Instructions to follow - Look through the data below. Pick out the lines holding the string "highway".

Excerpts from a dataset:
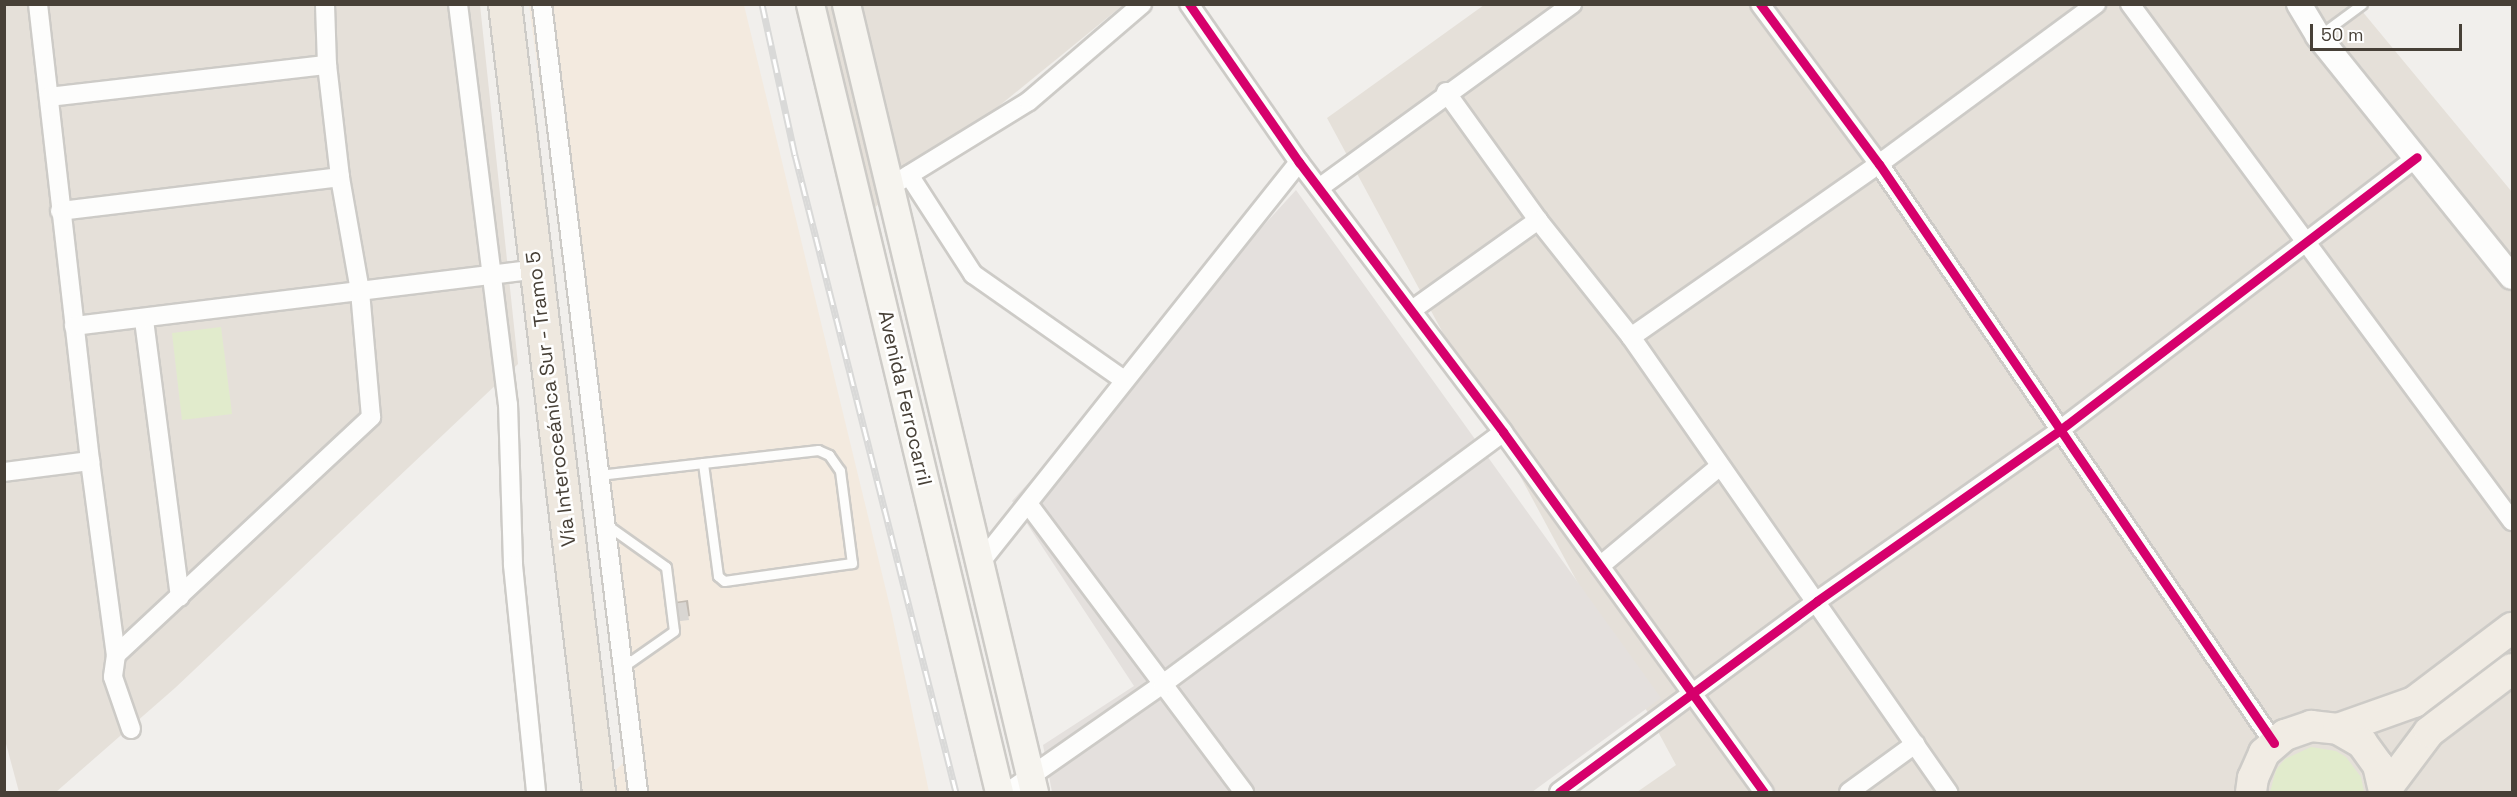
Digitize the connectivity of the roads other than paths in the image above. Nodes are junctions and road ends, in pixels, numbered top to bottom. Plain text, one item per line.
1 (38, 4) edge
2 (326, 4) edge
3 (458, 4) edge
4 (505, 4) edge
5 (542, 4) edge
6 (810, 4) edge
7 (846, 4) edge
8 (1142, 4) edge
9 (1189, 4) edge
10 (1572, 4) edge
11 (1760, 4) edge
12 (2096, 4) edge
13 (2130, 4) edge
14 (2362, 4) edge
15 (2297, 5) edge
16 (2318, 36) junction
17 (327, 65) junction
18 (1446, 92) junction
19 (49, 97) junction
20 (2417, 158) junction
21 (1299, 162) junction
22 (1879, 164) junction
23 (340, 177) junction
24 (900, 180) junction
25 (1318, 188) junction
26 (60, 211) junction
27 (1538, 220) junction
28 (2306, 243) junction
29 (536, 269) junction
30 (490, 276) junction
31 (2512, 277) edge
32 (360, 291) junction
33 (1412, 310) junction
34 (144, 320) junction
35 (74, 326) junction
36 (1631, 337) junction
37 (1124, 380) junction
38 (2060, 430) junction
39 (1503, 432) junction
40 (90, 461) junction
41 (703, 463) junction
42 (1719, 467) junction
43 (4, 472) edge
44 (599, 475) junction
45 (1029, 506) junction
46 (2512, 521) edge
47 (605, 524) junction
48 (980, 563) junction
49 (1600, 566) junction
50 (180, 597) junction
51 (1817, 601) junction
52 (2512, 628) edge
53 (116, 655) junction
54 (624, 666) junction
55 (2512, 669) edge
56 (1163, 684) junction
57 (1693, 692) junction
58 (131, 729) dead end
59 (2338, 729) junction
60 (2274, 743) junction
61 (1915, 744) junction
62 (1033, 784) edge
63 (536, 792) edge
64 (599, 792) edge
65 (638, 792) edge
66 (999, 792) edge
67 (1008, 792) edge
68 (1244, 792) edge
69 (1559, 792) edge
70 (1764, 792) edge
71 (1849, 792) edge
72 (1948, 792) edge
73 (2251, 792) edge
74 (2384, 792) edge

1 - 19 street
2 - 17 street
3 - 30 street
4 - 29 highway, Vía Interoceánica Sur - Tramo 5
5 - 44 street
6 - 66 main road, Avenida Ferrocarril
7 - 24 main road, Avenida Ferrocarril
8 - 24 street
9 - 21 street
10 - 18 street
11 - 22 street
12 - 22 street
13 - 28 street
14 - 16 lane
15 - 16 street
16 - 20 street
17 - 19 street
17 - 23 street
18 - 25 street
18 - 27 street
19 - 26 street
20 - 28 street
20 - 31 street
21 - 25 street
21 - 37 street
22 - 36 street
22 - 38 street
23 - 26 street
23 - 32 street
24 - 37 street
24 - 48 main road, Avenida Ferrocarril
25 - 33 street
26 - 35 street
27 - 33 street
27 - 36 street
28 - 38 street
28 - 46 street
29 - 30 street
29 - 64 highway, Vía Interoceánica Sur - Tramo 5
30 - 32 street
30 - 63 street
32 - 34 street
32 - 50 street
33 - 39 street
34 - 35 street
34 - 50 street
35 - 40 street
36 - 42 street
37 - 45 street
38 - 51 street
38 - 60 street
39 - 49 street
39 - 56 street
40 - 43 street
40 - 53 street
41 - 41 lane
41 - 44 lane
42 - 49 street
42 - 51 street
44 - 47 street
45 - 48 street
45 - 56 street
47 - 54 street
47 - 54 lane
48 - 62 main road, Avenida Ferrocarril
49 - 57 street
50 - 53 street
51 - 57 street
51 - 61 street
52 - 59 main road
53 - 58 street
54 - 65 street
55 - 74 main road
56 - 62 street
56 - 68 street
57 - 69 street
57 - 70 street
59 - 60 main road
59 - 74 main road
60 - 73 main road
61 - 71 street
61 - 72 street
62 - 67 street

Completed task -
4 - 29 highway, Vía Interoceánica Sur - Tramo 5
29 - 64 highway, Vía Interoceánica Sur - Tramo 5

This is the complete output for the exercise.